Give back every record precisely.
── Dataset records ──
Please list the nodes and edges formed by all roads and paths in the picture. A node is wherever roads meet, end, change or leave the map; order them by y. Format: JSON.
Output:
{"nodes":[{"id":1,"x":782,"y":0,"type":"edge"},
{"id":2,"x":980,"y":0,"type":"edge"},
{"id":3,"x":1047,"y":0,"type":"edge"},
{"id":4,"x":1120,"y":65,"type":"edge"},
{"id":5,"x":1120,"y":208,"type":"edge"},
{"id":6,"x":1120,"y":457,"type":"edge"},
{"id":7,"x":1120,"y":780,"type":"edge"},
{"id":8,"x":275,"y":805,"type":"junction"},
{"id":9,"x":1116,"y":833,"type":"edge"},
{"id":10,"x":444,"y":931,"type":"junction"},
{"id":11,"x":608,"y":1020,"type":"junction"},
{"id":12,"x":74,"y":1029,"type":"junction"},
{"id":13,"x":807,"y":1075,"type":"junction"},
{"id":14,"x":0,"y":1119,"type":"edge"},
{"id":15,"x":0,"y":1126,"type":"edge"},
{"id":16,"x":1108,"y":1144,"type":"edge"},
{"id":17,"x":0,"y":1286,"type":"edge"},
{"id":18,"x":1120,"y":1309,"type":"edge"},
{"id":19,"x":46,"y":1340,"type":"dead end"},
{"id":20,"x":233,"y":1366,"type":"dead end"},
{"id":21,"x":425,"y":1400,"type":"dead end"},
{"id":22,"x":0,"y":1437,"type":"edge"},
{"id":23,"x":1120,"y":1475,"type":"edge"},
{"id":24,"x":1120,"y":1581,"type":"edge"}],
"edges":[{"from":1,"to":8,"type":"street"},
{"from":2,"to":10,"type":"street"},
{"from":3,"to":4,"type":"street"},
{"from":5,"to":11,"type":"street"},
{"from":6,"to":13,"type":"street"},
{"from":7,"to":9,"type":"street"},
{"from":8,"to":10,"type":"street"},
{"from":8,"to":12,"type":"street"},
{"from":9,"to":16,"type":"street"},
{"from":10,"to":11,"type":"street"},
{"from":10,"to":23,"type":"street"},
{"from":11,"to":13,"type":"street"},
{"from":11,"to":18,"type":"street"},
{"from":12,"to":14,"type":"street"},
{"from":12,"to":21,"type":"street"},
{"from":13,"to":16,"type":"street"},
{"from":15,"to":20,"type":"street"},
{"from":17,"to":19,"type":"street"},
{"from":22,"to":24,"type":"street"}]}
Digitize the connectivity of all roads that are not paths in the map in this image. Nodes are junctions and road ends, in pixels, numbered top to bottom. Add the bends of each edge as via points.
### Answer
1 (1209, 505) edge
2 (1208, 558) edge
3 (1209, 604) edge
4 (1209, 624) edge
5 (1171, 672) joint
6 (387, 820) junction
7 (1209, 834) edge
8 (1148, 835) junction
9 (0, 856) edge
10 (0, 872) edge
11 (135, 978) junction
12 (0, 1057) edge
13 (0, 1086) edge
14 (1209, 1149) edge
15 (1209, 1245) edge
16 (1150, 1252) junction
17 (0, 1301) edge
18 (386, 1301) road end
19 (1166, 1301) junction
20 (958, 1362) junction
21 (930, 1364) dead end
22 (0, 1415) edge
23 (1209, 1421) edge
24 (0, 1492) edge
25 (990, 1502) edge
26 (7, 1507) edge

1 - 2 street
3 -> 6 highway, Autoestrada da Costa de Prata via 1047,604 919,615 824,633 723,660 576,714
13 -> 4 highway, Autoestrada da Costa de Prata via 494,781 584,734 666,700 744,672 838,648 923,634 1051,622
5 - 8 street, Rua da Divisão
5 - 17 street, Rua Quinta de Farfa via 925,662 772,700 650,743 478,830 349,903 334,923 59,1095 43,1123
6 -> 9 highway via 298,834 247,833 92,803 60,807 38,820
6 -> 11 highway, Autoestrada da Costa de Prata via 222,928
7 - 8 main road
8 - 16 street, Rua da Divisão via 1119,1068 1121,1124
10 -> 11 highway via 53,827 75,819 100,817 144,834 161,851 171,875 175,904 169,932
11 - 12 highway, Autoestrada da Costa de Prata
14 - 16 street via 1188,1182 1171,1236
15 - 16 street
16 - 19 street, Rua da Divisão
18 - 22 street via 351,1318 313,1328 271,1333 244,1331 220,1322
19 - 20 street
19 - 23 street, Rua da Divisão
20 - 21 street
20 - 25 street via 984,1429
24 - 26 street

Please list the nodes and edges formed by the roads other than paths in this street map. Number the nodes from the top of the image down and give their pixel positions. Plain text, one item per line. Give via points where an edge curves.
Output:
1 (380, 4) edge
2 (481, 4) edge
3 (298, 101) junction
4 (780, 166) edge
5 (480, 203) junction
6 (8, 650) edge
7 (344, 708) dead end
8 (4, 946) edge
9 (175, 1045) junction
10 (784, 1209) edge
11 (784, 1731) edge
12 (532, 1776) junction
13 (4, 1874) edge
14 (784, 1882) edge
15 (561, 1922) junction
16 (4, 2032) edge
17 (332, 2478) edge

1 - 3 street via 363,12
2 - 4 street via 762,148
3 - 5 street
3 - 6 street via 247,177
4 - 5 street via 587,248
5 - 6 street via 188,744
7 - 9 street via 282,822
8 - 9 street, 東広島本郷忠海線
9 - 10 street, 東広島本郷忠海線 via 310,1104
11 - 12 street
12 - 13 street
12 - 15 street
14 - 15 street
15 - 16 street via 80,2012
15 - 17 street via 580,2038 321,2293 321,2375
───
▶ _Answer below_:
Please list the nodes and edges formed by all roads and paths in the picture. A node is wherever roads meet, end, change or leave the map; order them by y. Format: JSON.
Output:
{"nodes":[{"id":1,"x":782,"y":0,"type":"edge"},
{"id":2,"x":980,"y":0,"type":"edge"},
{"id":3,"x":1047,"y":0,"type":"edge"},
{"id":4,"x":1120,"y":65,"type":"edge"},
{"id":5,"x":1120,"y":208,"type":"edge"},
{"id":6,"x":1120,"y":457,"type":"edge"},
{"id":7,"x":1120,"y":780,"type":"edge"},
{"id":8,"x":275,"y":805,"type":"junction"},
{"id":9,"x":1116,"y":833,"type":"edge"},
{"id":10,"x":444,"y":931,"type":"junction"},
{"id":11,"x":608,"y":1020,"type":"junction"},
{"id":12,"x":74,"y":1029,"type":"junction"},
{"id":13,"x":807,"y":1075,"type":"junction"},
{"id":14,"x":0,"y":1119,"type":"edge"},
{"id":15,"x":0,"y":1126,"type":"edge"},
{"id":16,"x":1108,"y":1144,"type":"edge"},
{"id":17,"x":0,"y":1286,"type":"edge"},
{"id":18,"x":1120,"y":1309,"type":"edge"},
{"id":19,"x":46,"y":1340,"type":"dead end"},
{"id":20,"x":233,"y":1366,"type":"dead end"},
{"id":21,"x":425,"y":1400,"type":"dead end"},
{"id":22,"x":0,"y":1437,"type":"edge"},
{"id":23,"x":1120,"y":1475,"type":"edge"},
{"id":24,"x":1120,"y":1581,"type":"edge"}],
"edges":[{"from":1,"to":8,"type":"street"},
{"from":2,"to":10,"type":"street"},
{"from":3,"to":4,"type":"street"},
{"from":5,"to":11,"type":"street"},
{"from":6,"to":13,"type":"street"},
{"from":7,"to":9,"type":"street"},
{"from":8,"to":10,"type":"street"},
{"from":8,"to":12,"type":"street"},
{"from":9,"to":16,"type":"street"},
{"from":10,"to":11,"type":"street"},
{"from":10,"to":23,"type":"street"},
{"from":11,"to":13,"type":"street"},
{"from":11,"to":18,"type":"street"},
{"from":12,"to":14,"type":"street"},
{"from":12,"to":21,"type":"street"},
{"from":13,"to":16,"type":"street"},
{"from":15,"to":20,"type":"street"},
{"from":17,"to":19,"type":"street"},
{"from":22,"to":24,"type":"street"}]}
Digitize the connectivity of all roads that are not paths in the map in this image. Nodes are junctions and road ends, in pixels, numbered top to bottom. Add the bends of each edge as via points.
### Answer
1 (1209, 505) edge
2 (1208, 558) edge
3 (1209, 604) edge
4 (1209, 624) edge
5 (1171, 672) joint
6 (387, 820) junction
7 (1209, 834) edge
8 (1148, 835) junction
9 (0, 856) edge
10 (0, 872) edge
11 (135, 978) junction
12 (0, 1057) edge
13 (0, 1086) edge
14 (1209, 1149) edge
15 (1209, 1245) edge
16 (1150, 1252) junction
17 (0, 1301) edge
18 (386, 1301) road end
19 (1166, 1301) junction
20 (958, 1362) junction
21 (930, 1364) dead end
22 (0, 1415) edge
23 (1209, 1421) edge
24 (0, 1492) edge
25 (990, 1502) edge
26 (7, 1507) edge

1 - 2 street
3 -> 6 highway, Autoestrada da Costa de Prata via 1047,604 919,615 824,633 723,660 576,714
13 -> 4 highway, Autoestrada da Costa de Prata via 494,781 584,734 666,700 744,672 838,648 923,634 1051,622
5 - 8 street, Rua da Divisão
5 - 17 street, Rua Quinta de Farfa via 925,662 772,700 650,743 478,830 349,903 334,923 59,1095 43,1123
6 -> 9 highway via 298,834 247,833 92,803 60,807 38,820
6 -> 11 highway, Autoestrada da Costa de Prata via 222,928
7 - 8 main road
8 - 16 street, Rua da Divisão via 1119,1068 1121,1124
10 -> 11 highway via 53,827 75,819 100,817 144,834 161,851 171,875 175,904 169,932
11 - 12 highway, Autoestrada da Costa de Prata
14 - 16 street via 1188,1182 1171,1236
15 - 16 street
16 - 19 street, Rua da Divisão
18 - 22 street via 351,1318 313,1328 271,1333 244,1331 220,1322
19 - 20 street
19 - 23 street, Rua da Divisão
20 - 21 street
20 - 25 street via 984,1429
24 - 26 street

Please list the nodes and edges formed by the roads other than paths in this street map. Number the nodes from the top of the image down and give their pixel positions. Plain text, one item per line. Give via points where an edge curves.
Output:
1 (380, 4) edge
2 (481, 4) edge
3 (298, 101) junction
4 (780, 166) edge
5 (480, 203) junction
6 (8, 650) edge
7 (344, 708) dead end
8 (4, 946) edge
9 (175, 1045) junction
10 (784, 1209) edge
11 (784, 1731) edge
12 (532, 1776) junction
13 (4, 1874) edge
14 (784, 1882) edge
15 (561, 1922) junction
16 (4, 2032) edge
17 (332, 2478) edge

1 - 3 street via 363,12
2 - 4 street via 762,148
3 - 5 street
3 - 6 street via 247,177
4 - 5 street via 587,248
5 - 6 street via 188,744
7 - 9 street via 282,822
8 - 9 street, 東広島本郷忠海線
9 - 10 street, 東広島本郷忠海線 via 310,1104
11 - 12 street
12 - 13 street
12 - 15 street
14 - 15 street
15 - 16 street via 80,2012
15 - 17 street via 580,2038 321,2293 321,2375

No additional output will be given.